Adaptive and Rapid Capture of Tumbling Targets by a Cable-Driven Redundant Space Manipulator Under Time-Varying Constraints

Abstract

Cable-driven redundant space manipulators (CDRSMs) have significant potential applications in on-orbit servicing, owing to their light weight, low inertia, and intrinsic compliance. Especially for capturing and detumbling highly dynamic tumbling targets in space, it requires agile approaching, precise synchronizing, and compliant contact. However, the limited workspace and velocity/acceleration of the manipulator and the complex motion of the tumbling target make it essential to complete capture as quickly as possible in the limited feasible capturing time while subjecting to multiple time-varying constraints.

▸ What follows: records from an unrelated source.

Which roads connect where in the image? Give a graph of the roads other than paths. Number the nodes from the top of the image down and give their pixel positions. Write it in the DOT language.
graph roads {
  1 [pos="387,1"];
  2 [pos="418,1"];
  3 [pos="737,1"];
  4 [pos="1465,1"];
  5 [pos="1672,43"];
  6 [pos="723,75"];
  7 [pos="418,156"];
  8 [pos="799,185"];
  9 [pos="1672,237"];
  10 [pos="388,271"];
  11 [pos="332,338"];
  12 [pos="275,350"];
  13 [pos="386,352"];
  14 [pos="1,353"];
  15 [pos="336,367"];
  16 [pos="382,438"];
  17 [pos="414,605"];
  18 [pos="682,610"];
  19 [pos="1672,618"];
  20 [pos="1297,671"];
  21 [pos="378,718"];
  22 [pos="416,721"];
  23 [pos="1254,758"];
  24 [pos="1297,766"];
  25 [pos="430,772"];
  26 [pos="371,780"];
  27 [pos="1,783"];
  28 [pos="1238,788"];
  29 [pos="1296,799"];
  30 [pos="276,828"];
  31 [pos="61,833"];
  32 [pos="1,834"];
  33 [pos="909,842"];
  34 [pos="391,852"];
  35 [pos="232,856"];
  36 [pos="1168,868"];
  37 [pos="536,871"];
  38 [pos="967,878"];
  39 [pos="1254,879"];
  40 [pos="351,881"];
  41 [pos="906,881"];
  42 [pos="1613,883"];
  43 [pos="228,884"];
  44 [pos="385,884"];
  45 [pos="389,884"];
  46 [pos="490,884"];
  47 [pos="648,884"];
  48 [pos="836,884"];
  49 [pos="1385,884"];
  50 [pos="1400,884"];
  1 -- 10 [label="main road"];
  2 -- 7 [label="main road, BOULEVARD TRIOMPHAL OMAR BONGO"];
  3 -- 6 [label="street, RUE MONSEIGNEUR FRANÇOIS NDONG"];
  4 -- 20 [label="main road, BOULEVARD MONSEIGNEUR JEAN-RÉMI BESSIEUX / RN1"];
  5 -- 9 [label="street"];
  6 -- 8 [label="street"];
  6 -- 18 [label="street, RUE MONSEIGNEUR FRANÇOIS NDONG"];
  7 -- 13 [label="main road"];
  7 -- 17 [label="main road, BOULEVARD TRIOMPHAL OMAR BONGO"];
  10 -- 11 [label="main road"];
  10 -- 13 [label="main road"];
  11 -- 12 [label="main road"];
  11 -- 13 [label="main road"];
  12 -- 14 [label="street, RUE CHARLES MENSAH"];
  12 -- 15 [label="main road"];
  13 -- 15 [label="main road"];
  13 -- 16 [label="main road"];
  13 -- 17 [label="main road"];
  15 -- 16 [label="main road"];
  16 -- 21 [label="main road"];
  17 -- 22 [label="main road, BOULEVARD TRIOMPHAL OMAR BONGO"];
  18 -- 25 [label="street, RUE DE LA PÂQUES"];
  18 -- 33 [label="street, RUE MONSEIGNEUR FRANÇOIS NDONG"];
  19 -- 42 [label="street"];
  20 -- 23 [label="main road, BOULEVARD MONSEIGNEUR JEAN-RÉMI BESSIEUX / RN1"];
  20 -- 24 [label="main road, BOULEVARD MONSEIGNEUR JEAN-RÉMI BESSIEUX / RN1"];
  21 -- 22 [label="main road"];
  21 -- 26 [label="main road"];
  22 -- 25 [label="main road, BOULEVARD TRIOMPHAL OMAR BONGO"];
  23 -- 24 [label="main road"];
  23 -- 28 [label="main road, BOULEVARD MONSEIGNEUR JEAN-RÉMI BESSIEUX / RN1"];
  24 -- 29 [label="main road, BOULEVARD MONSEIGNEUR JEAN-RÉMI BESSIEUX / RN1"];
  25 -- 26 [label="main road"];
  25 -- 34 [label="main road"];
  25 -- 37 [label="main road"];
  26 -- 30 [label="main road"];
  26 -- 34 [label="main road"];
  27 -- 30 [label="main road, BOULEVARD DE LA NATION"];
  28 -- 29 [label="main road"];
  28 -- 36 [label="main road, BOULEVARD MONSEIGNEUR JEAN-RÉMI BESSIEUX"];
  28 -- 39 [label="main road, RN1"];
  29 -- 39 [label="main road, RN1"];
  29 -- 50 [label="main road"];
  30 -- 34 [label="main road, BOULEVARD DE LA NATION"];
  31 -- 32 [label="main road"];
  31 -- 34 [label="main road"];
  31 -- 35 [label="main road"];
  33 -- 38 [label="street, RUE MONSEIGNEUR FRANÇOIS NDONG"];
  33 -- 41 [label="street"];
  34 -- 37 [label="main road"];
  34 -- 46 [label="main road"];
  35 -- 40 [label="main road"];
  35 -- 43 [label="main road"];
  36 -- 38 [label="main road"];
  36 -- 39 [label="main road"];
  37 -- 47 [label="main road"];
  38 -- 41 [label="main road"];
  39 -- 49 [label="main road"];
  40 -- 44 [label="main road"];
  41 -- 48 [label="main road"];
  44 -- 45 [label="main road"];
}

In this article, we propose a rapid and adaptive capture method under time-varying constraints for capturing tumbling targets with CDRSM. First, we establish the multispace kinematic model of CDRSM and the dynamic model that takes the cable tension into account. Then, the time-varying end velocity and acceleration constraints related to the manipulator's configuration are derived. In order to fully exploit the maximum manipulation capabilities of CDRSM, we design a rapid and adaptive capture algorithm for capturing tumbling targets based on these time-varying constraints. Furthermore, we formulate a quadratic programming problem to improve the maximum end velocity of the manipulator. Finally, simulation results illustrate the effectiveness of the proposed method.